▶ WHAT IS BEING ASKED:
The answer is all of the data repeated exactly, with each picture omitted.

● ● ● ●

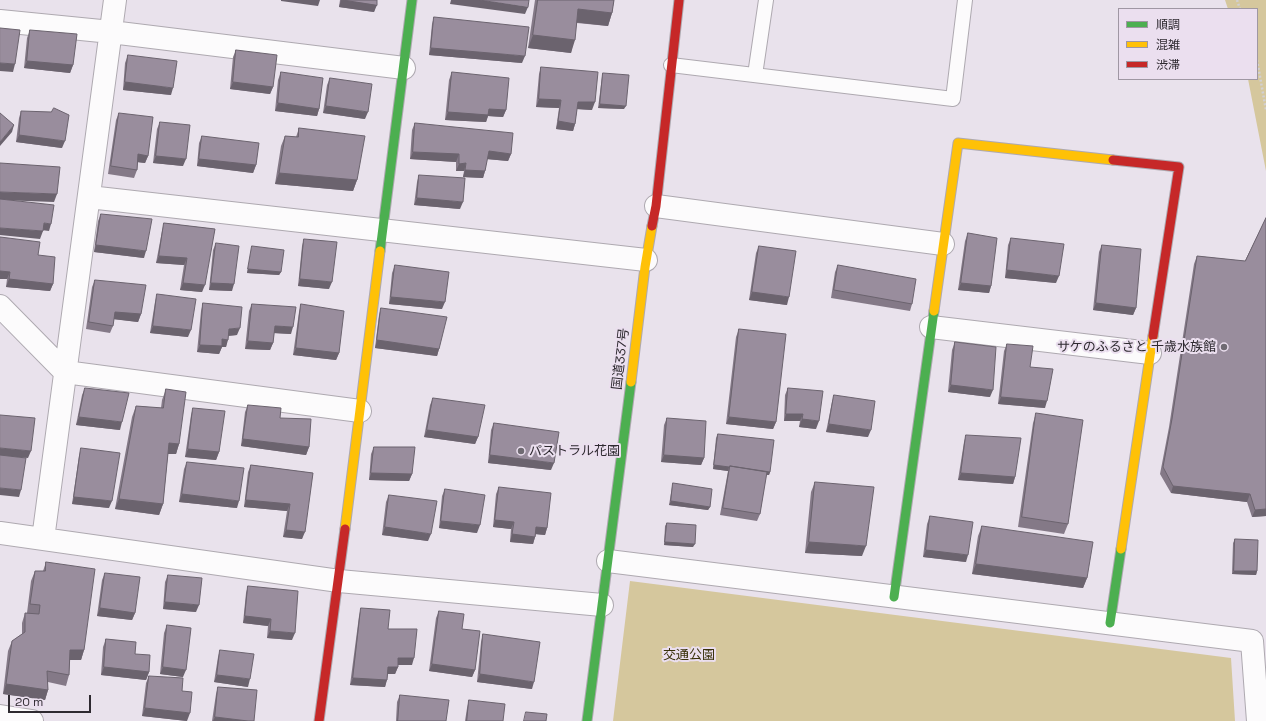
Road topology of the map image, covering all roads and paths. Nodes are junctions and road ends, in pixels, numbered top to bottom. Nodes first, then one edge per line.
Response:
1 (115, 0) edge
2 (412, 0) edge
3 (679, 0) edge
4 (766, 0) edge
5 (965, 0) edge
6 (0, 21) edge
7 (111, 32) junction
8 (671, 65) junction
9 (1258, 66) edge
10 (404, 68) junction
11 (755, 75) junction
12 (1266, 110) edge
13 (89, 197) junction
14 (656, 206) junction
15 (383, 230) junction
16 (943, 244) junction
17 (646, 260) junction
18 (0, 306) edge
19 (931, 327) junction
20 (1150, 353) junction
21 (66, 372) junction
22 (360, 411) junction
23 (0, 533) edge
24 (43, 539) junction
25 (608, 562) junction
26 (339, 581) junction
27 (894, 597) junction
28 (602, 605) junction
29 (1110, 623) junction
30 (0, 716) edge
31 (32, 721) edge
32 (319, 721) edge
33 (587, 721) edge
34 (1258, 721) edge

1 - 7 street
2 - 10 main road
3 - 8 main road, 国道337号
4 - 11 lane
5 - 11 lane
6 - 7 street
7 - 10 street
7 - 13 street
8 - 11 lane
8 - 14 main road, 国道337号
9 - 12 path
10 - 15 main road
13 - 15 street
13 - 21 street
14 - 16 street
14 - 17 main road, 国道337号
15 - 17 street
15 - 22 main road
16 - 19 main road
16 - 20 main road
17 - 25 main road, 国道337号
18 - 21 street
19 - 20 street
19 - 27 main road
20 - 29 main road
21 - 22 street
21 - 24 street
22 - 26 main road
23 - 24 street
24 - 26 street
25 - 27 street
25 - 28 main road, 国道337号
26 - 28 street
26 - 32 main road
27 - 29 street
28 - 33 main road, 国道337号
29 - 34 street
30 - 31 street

● ● ● ●

▶ THE COMPLETED TASK:
Road topology of the map image, covering all roads and paths. Nodes are junctions and road ends, in pixels, numbered top to bottom. Nodes first, then one edge per line.
Response:
1 (115, 0) edge
2 (412, 0) edge
3 (679, 0) edge
4 (766, 0) edge
5 (965, 0) edge
6 (0, 21) edge
7 (111, 32) junction
8 (671, 65) junction
9 (1258, 66) edge
10 (404, 68) junction
11 (755, 75) junction
12 (1266, 110) edge
13 (89, 197) junction
14 (656, 206) junction
15 (383, 230) junction
16 (943, 244) junction
17 (646, 260) junction
18 (0, 306) edge
19 (931, 327) junction
20 (1150, 353) junction
21 (66, 372) junction
22 (360, 411) junction
23 (0, 533) edge
24 (43, 539) junction
25 (608, 562) junction
26 (339, 581) junction
27 (894, 597) junction
28 (602, 605) junction
29 (1110, 623) junction
30 (0, 716) edge
31 (32, 721) edge
32 (319, 721) edge
33 (587, 721) edge
34 (1258, 721) edge

1 - 7 street
2 - 10 main road
3 - 8 main road, 国道337号
4 - 11 lane
5 - 11 lane
6 - 7 street
7 - 10 street
7 - 13 street
8 - 11 lane
8 - 14 main road, 国道337号
9 - 12 path
10 - 15 main road
13 - 15 street
13 - 21 street
14 - 16 street
14 - 17 main road, 国道337号
15 - 17 street
15 - 22 main road
16 - 19 main road
16 - 20 main road
17 - 25 main road, 国道337号
18 - 21 street
19 - 20 street
19 - 27 main road
20 - 29 main road
21 - 22 street
21 - 24 street
22 - 26 main road
23 - 24 street
24 - 26 street
25 - 27 street
25 - 28 main road, 国道337号
26 - 28 street
26 - 32 main road
27 - 29 street
28 - 33 main road, 国道337号
29 - 34 street
30 - 31 street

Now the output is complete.